By 29 March 2019,[3] building owners must register with the QBCC (using the online system) the owner’s name and address of the owner’s building, as well as give a copy of a completed combustible cladding checklist (Part 1) to the QBCC.[4] Failure to do so may attract a maximum penalty of 20 penalty units.

Stage 2

Stage 2 will require a building owner to engage a building industry professional to answer technical questions, such as whether the material used is potentially combustible. This stage may be bypassed if building owners are already aware that their building has combustible cladding.

By 29 March 2019,[5] building owners must give the QBCC a copy of:

  • a completed combustible cladding checklist (Part 2) for the owner’s building; and
  • a statement about whether or not the building may be an ‘affected private building’ (a building industry professional statement).[6]

An affected private building is one which has combustible cladding forming part of, or attached or applied to, an external wall or another external part of the building other than the roof. Failure to provide the checklist and statement may attract a maximum penalty of up to 20 penalty units. An owner must keep Part 1 and Part 2 checklists for at least seven years.[7]

Stage 3

For buildings potentially affected by combustible cladding, the owner must engage a fire engineer to prepare a building fire safety risk assessment.

The building fire safety risk assessment aims to:

  • determine the composition of the cladding;
  • identify the type of insulation material used; and
  • identify whether existing fire safety measures will be able to cope with the identified higher risk.

The assessment will also determine whether rectification is necessary.

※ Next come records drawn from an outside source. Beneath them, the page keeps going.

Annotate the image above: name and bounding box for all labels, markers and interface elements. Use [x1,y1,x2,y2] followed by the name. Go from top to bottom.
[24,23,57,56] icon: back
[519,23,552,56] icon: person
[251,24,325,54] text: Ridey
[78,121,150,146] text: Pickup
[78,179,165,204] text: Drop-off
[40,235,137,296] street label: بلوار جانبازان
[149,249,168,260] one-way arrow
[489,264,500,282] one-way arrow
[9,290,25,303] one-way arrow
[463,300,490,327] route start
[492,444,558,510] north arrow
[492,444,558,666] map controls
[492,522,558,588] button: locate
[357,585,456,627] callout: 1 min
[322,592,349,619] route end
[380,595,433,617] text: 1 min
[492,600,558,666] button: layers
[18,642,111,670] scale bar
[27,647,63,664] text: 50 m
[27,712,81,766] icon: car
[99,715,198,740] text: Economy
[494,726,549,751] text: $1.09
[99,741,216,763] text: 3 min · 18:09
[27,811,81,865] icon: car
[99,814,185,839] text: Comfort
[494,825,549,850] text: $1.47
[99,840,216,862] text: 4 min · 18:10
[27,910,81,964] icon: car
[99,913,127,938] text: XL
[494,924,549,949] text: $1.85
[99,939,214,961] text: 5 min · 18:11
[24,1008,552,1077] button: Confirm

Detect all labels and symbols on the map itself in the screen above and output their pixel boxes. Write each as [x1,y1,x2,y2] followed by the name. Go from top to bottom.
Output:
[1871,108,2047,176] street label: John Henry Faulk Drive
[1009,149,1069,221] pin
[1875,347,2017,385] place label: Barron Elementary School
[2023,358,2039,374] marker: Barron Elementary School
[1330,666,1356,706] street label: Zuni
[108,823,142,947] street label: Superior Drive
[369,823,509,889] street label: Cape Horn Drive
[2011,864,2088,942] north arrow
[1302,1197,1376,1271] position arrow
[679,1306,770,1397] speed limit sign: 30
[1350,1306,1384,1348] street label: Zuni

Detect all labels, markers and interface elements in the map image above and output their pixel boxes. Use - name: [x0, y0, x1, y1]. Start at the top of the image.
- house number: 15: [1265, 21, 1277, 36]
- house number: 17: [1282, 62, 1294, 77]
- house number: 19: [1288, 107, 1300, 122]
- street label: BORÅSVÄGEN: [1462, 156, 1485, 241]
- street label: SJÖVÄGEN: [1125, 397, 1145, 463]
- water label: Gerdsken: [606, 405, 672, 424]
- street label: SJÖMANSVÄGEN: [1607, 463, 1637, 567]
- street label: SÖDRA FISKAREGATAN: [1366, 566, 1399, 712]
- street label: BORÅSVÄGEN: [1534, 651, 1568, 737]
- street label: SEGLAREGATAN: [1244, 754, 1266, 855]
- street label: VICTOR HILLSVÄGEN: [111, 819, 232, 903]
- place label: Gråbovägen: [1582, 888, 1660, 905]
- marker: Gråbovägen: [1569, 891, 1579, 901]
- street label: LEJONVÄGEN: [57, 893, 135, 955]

By 27 August 2019,[8] a building owner must give to the QBCC the name and registration number of the fire engineer engaged to complete the assessment. Failure to do so will attract a maximum penalty of 50 penalty units.[9]

By 3 May 2021,[10] a building owner must, unless it has a reasonable excuse, give to the QBCC (using the online system) a copy of each of the following documents for the owner’s building:

  • a completed combustible cladding checklist (Part 3);
  • a report about the cladding forming part of, or attached or applied to, an external wall or another external part of the building other than the roof (cladding report); and
  • a statement about the building fire safety risk assessment.[11]

Failure to do so may attract a maximum penalty of 165 penalty units. An owner must keep copies of the documents for at least seven years after copies are given to the QBCC.

Action required once stage three is completed

Within 60 days of receiving the cladding report, an owner must display, in a conspicuous position at the building, a notice in the approved form for the building.[12] Failure to do so may attract a maximum penalty of up to 30 penalty units.

An owner must also ensure that a copy of the cladding report is given to each lot owner (if the building comprises of more than two lots) and each tenant for a given building.[13] Failure to do so may attract a maximum penalty of up to 20 penalty units.

What if a building’s ownership changes?

A change of building ownership attracts further statutory duties for building owners. If one or more of the relevant stages has been completed, an owner must give the new owner:

  • notice, in the approved form, about the extent to which the original owner has complied with Part 4A; and
  • copies of each document given by the original owner to the QBCC under Part 4A.

They must also give the QBCC a copy of the notice given to the new owner.[14] Failure to do so may attract a maximum penalty of up to 20 penalty units.